(Beginning of Extracted entries)

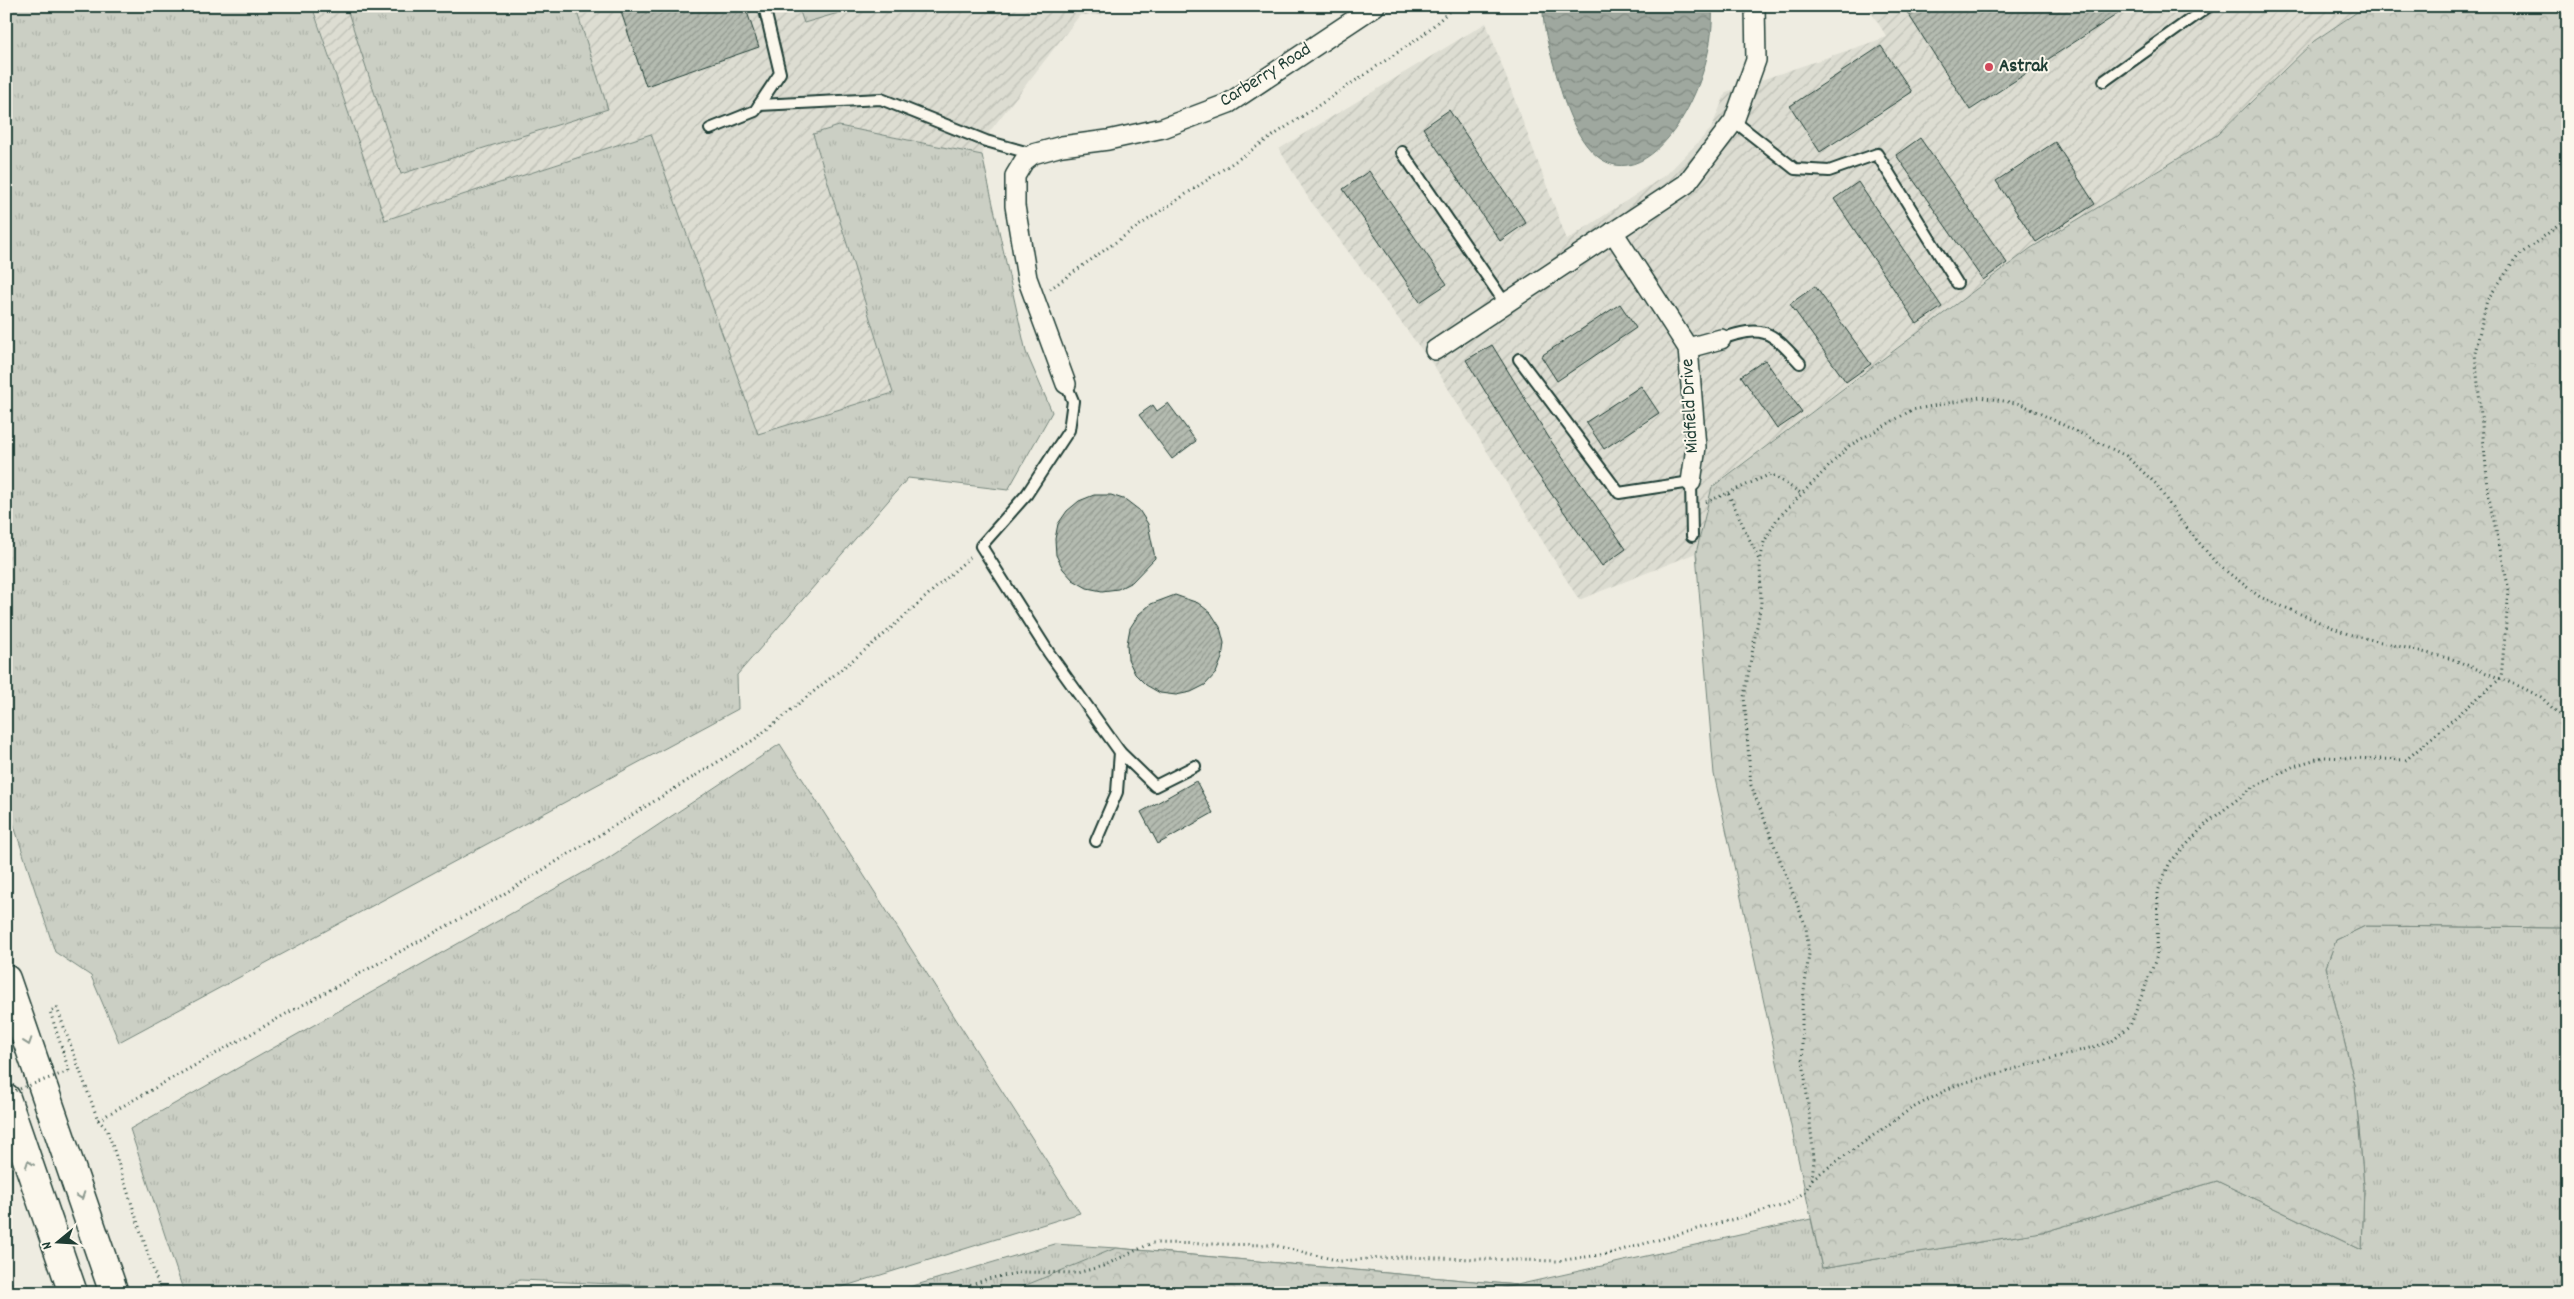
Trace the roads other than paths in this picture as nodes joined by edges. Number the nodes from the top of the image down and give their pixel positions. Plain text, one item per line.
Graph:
1 (764, 6) edge
2 (1375, 6) edge
3 (1755, 6) edge
4 (2209, 6) edge
5 (2104, 81) dead end
6 (759, 105) junction
7 (1734, 121) junction
8 (710, 129) dead end
9 (1402, 152) dead end
10 (1033, 154) junction
11 (1613, 232) junction
12 (1957, 283) dead end
13 (1505, 303) junction
14 (1721, 339) joint
15 (1688, 348) junction
16 (1435, 350) dead end
17 (1519, 360) dead end
18 (1800, 362) dead end
19 (1066, 384) joint
20 (1691, 482) junction
21 (1692, 536) dead end
22 (1120, 752) junction
23 (1195, 766) dead end
24 (1096, 841) dead end
25 (6, 979) edge
26 (6, 1098) edge
27 (6, 1287) edge
28 (10, 1293) edge
29 (73, 1293) edge
30 (114, 1293) edge

1 - 6 lane
2 - 10 street, Carberry Road
3 - 7 street
4 - 5 lane
6 - 8 lane
6 - 10 lane
7 - 11 street
7 - 12 lane
9 - 13 lane
10 - 19 street
11 - 13 street
11 - 15 street, Midfield Drive
13 - 16 street
14 - 15 street
14 - 18 lane
15 - 20 street, Midfield Drive
17 - 20 lane
19 - 22 lane
20 - 21 lane
22 - 23 lane
22 - 24 lane
25 -> 30 highway
29 -> 26 highway
27 - 28 lane

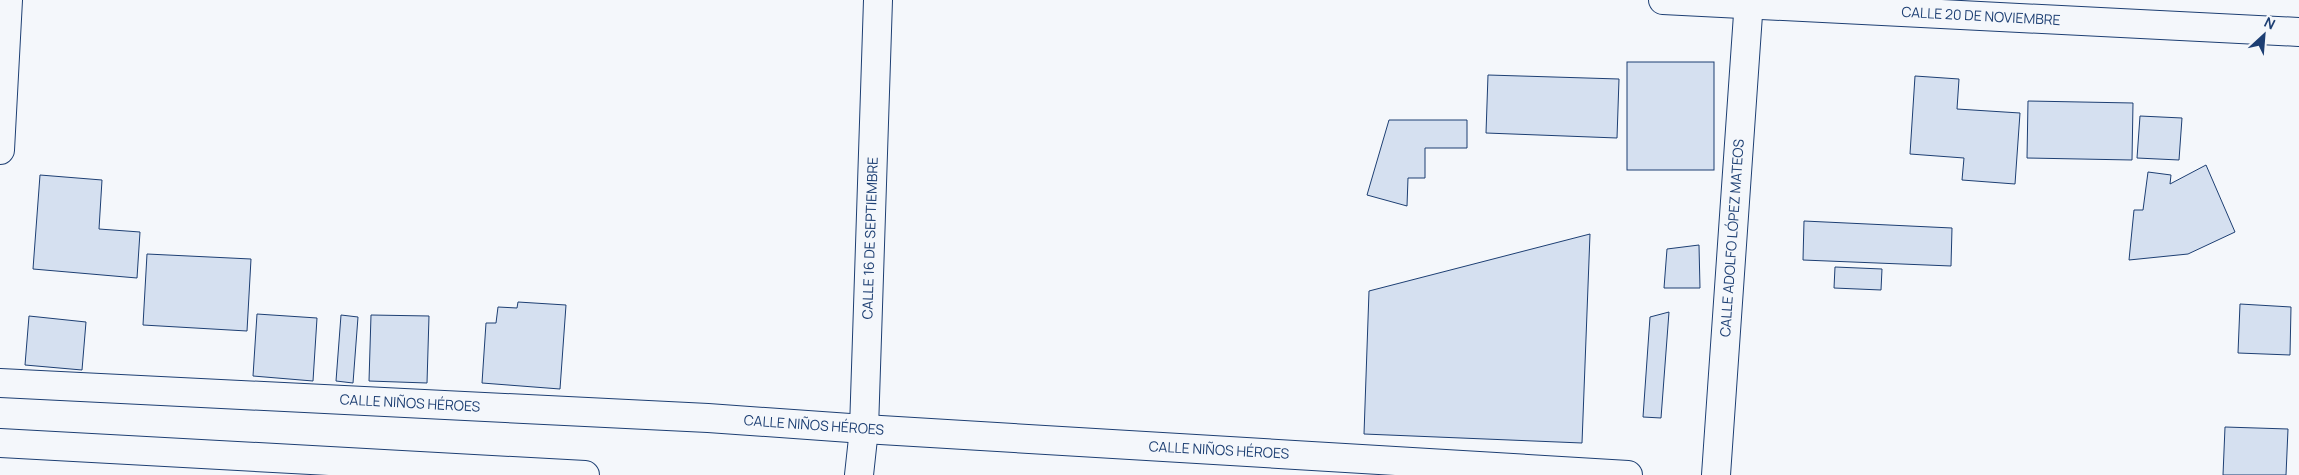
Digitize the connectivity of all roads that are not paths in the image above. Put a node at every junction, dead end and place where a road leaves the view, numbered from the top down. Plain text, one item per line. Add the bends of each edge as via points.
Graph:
1 (8, 0) edge
2 (878, 0) edge
3 (1663, 0) edge
4 (1749, 3) edge
5 (2299, 32) edge
6 (0, 150) edge
7 (0, 383) edge
8 (864, 429) junction
9 (0, 443) edge
10 (584, 475) edge
11 (859, 475) edge
12 (1628, 475) edge
13 (1716, 475) edge

1 - 6 street
2 - 8 street, CALLE 16 DE SEPTIEMBRE
3 - 4 street, CALLE 20 DE NOVIEMBRE
4 - 5 street, CALLE 20 DE NOVIEMBRE
4 - 13 street, CALLE ADOLFO LÓPEZ MATEOS
7 - 8 street, CALLE NIÑOS HÉROES via 708,418
8 - 11 street, CALLE 16 DE SEPTIEMBRE
8 - 12 street, CALLE NIÑOS HÉROES
9 - 10 street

(End of Extracted entries)

Set out the material once more, exact in every line, with no images.

> Written solution
Trace the roads other than paths in this picture as nodes joined by edges. Number the nodes from the top of the image down and give their pixel positions. Plain text, one item per line.
Graph:
1 (764, 6) edge
2 (1375, 6) edge
3 (1755, 6) edge
4 (2209, 6) edge
5 (2104, 81) dead end
6 (759, 105) junction
7 (1734, 121) junction
8 (710, 129) dead end
9 (1402, 152) dead end
10 (1033, 154) junction
11 (1613, 232) junction
12 (1957, 283) dead end
13 (1505, 303) junction
14 (1721, 339) joint
15 (1688, 348) junction
16 (1435, 350) dead end
17 (1519, 360) dead end
18 (1800, 362) dead end
19 (1066, 384) joint
20 (1691, 482) junction
21 (1692, 536) dead end
22 (1120, 752) junction
23 (1195, 766) dead end
24 (1096, 841) dead end
25 (6, 979) edge
26 (6, 1098) edge
27 (6, 1287) edge
28 (10, 1293) edge
29 (73, 1293) edge
30 (114, 1293) edge

1 - 6 lane
2 - 10 street, Carberry Road
3 - 7 street
4 - 5 lane
6 - 8 lane
6 - 10 lane
7 - 11 street
7 - 12 lane
9 - 13 lane
10 - 19 street
11 - 13 street
11 - 15 street, Midfield Drive
13 - 16 street
14 - 15 street
14 - 18 lane
15 - 20 street, Midfield Drive
17 - 20 lane
19 - 22 lane
20 - 21 lane
22 - 23 lane
22 - 24 lane
25 -> 30 highway
29 -> 26 highway
27 - 28 lane

Digitize the connectivity of all roads that are not paths in the image above. Put a node at every junction, dead end and place where a road leaves the view, numbered from the top down. Plain text, one item per line. Add the bends of each edge as via points.
Graph:
1 (8, 0) edge
2 (878, 0) edge
3 (1663, 0) edge
4 (1749, 3) edge
5 (2299, 32) edge
6 (0, 150) edge
7 (0, 383) edge
8 (864, 429) junction
9 (0, 443) edge
10 (584, 475) edge
11 (859, 475) edge
12 (1628, 475) edge
13 (1716, 475) edge

1 - 6 street
2 - 8 street, CALLE 16 DE SEPTIEMBRE
3 - 4 street, CALLE 20 DE NOVIEMBRE
4 - 5 street, CALLE 20 DE NOVIEMBRE
4 - 13 street, CALLE ADOLFO LÓPEZ MATEOS
7 - 8 street, CALLE NIÑOS HÉROES via 708,418
8 - 11 street, CALLE 16 DE SEPTIEMBRE
8 - 12 street, CALLE NIÑOS HÉROES
9 - 10 street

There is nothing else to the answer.